## Work order
Please return the lines of the data that contain "paths".

--- Task data Enclosed Below ---

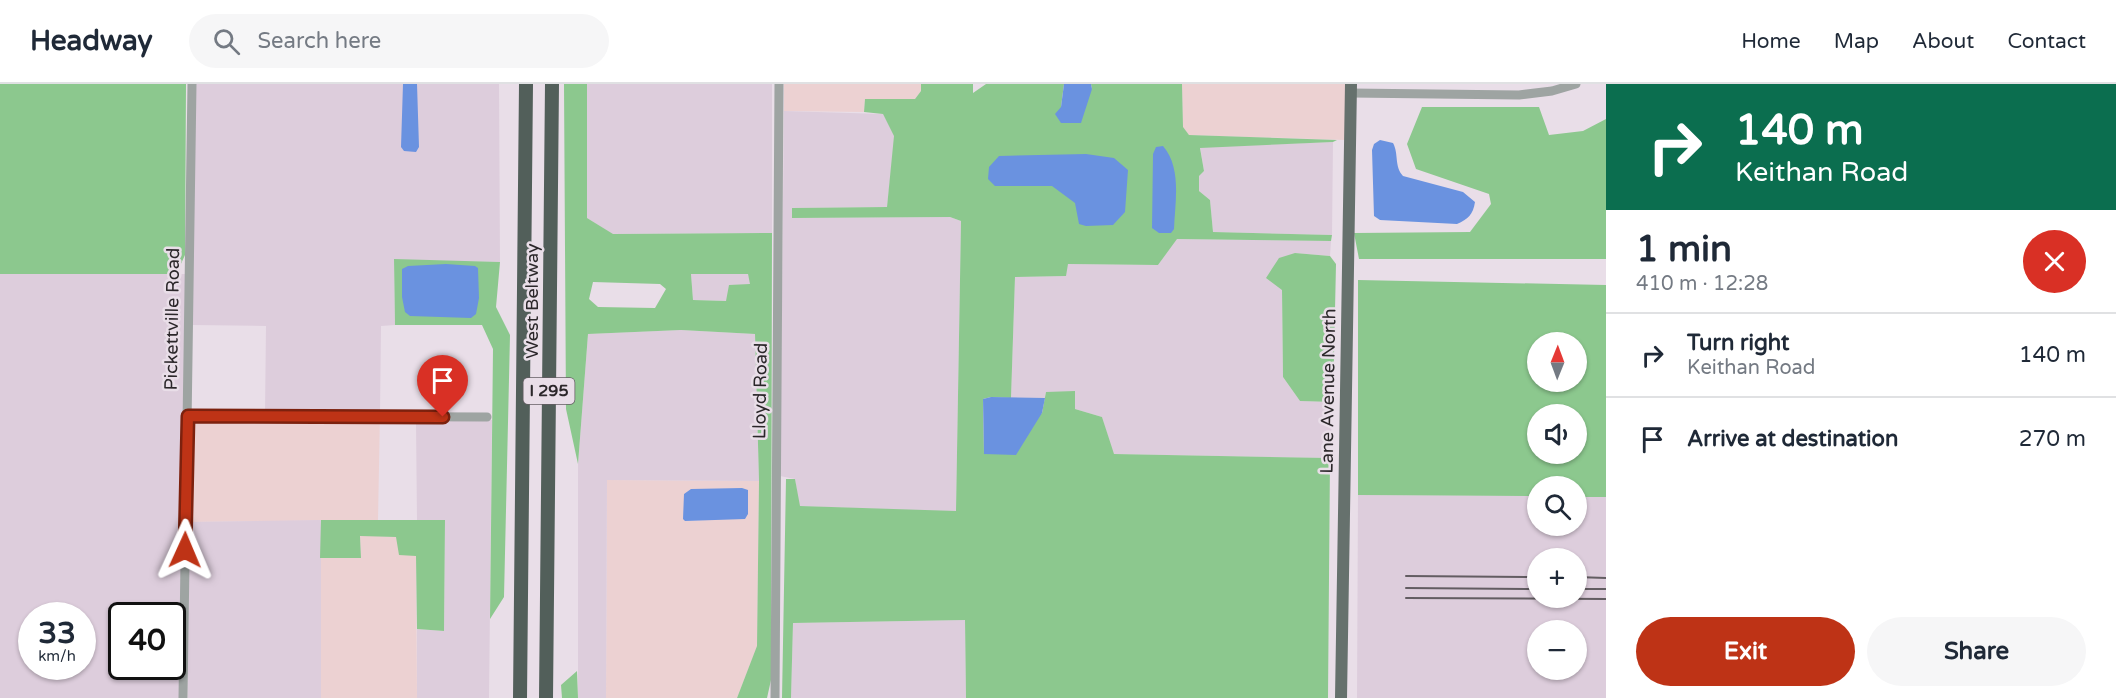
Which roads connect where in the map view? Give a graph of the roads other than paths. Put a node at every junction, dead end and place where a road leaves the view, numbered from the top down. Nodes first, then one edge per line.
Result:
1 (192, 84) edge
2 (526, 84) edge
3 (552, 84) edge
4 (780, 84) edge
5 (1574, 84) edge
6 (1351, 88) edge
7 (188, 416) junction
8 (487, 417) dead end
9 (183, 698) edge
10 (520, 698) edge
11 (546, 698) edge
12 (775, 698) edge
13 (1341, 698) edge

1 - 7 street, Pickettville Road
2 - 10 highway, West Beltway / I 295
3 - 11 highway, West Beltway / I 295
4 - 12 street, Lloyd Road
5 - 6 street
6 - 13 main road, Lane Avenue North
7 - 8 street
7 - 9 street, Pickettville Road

--- End of Enclosed Task data ---
--- Task data Enclosed Below ---

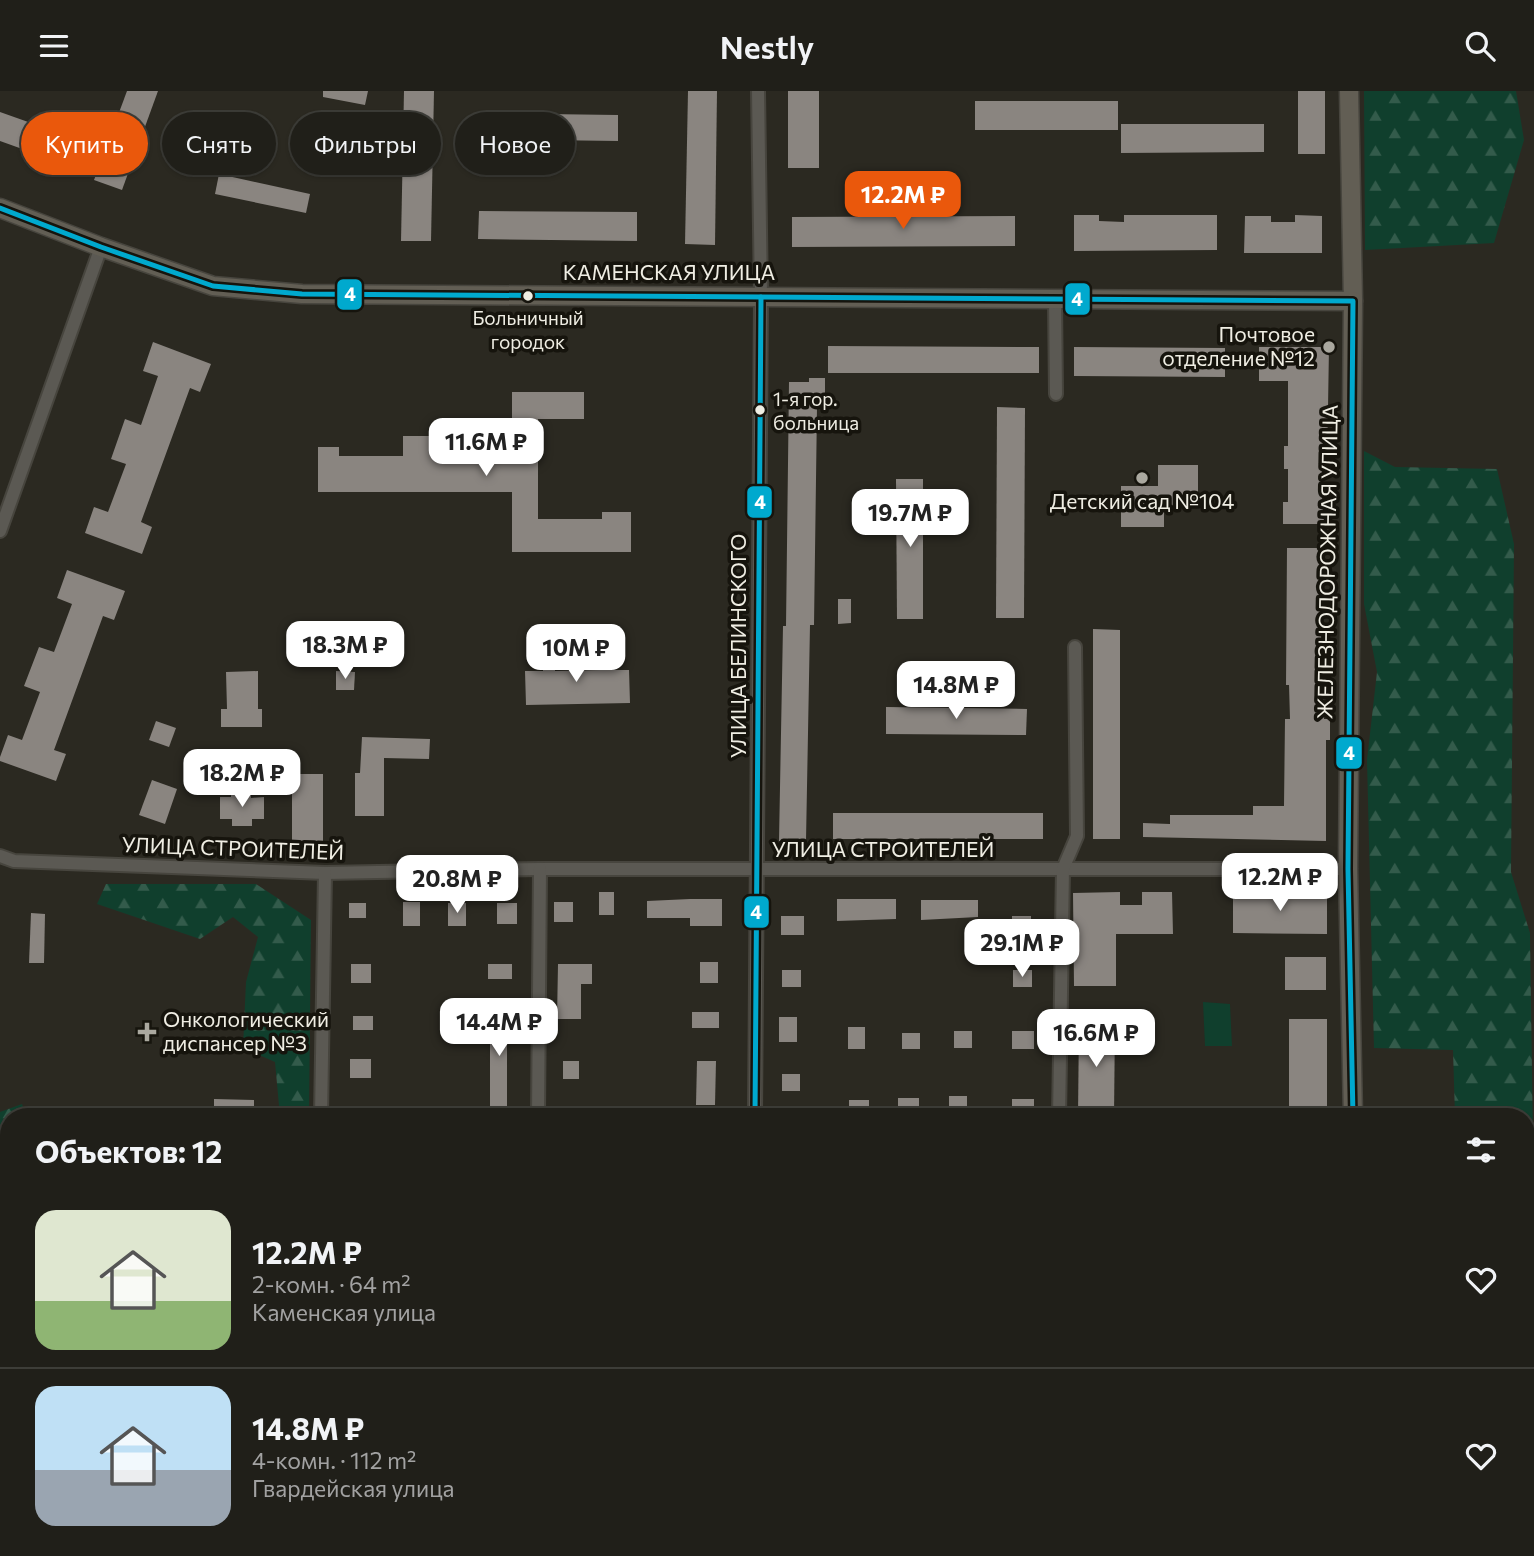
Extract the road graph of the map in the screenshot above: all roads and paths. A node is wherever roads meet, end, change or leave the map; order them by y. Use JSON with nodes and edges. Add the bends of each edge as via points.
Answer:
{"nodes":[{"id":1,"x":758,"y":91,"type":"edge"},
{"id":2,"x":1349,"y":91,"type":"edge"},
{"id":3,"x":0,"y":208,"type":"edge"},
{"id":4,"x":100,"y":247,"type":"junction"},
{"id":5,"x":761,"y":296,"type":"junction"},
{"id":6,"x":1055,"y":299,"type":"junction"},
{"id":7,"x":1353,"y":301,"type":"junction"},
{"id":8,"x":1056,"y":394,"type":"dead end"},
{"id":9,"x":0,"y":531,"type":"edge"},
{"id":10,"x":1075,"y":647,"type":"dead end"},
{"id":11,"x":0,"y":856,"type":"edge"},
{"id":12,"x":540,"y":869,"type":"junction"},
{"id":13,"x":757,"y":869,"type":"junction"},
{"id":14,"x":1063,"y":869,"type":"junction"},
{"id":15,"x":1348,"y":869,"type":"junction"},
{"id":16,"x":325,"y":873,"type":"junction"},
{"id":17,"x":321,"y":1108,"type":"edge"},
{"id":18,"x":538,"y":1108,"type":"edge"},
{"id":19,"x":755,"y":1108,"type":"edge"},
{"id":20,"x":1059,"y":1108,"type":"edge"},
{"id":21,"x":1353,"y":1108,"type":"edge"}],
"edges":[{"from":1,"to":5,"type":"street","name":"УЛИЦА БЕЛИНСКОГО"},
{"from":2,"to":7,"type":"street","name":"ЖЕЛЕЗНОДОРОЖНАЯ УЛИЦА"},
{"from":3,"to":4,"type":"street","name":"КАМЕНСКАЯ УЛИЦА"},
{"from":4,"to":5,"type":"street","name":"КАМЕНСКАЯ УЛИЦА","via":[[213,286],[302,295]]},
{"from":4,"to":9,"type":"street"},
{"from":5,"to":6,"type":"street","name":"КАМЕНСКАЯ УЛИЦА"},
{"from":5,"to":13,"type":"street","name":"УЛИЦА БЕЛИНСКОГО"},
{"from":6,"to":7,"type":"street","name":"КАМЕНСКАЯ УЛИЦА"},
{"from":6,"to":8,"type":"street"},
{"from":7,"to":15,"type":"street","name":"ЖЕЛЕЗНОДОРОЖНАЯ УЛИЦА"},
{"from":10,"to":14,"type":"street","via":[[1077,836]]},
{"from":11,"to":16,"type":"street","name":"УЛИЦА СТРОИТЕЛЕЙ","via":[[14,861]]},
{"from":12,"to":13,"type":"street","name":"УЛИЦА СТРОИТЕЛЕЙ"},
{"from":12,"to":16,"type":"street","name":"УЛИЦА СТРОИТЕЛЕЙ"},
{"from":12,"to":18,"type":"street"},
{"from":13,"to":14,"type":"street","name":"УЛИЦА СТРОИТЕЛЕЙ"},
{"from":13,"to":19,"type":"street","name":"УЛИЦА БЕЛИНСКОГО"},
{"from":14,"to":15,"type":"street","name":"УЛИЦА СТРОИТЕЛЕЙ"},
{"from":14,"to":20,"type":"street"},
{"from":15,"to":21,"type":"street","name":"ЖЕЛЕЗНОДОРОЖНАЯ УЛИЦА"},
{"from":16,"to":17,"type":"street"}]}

--- End of Enclosed Task data ---

## The answer
Which roads connect where in the map view? Give a graph of the roads other than paths. Put a node at every junction, dead end and place where a road leaves the view, numbered from the top down. Nodes first, then one edge per line.
Extract the road graph of the map in the screenshot above: all roads and paths. A node is wherever roads meet, end, change or leave the map; order them by y. Use JSON with nodes and edges. Add the bends of each edge as via points.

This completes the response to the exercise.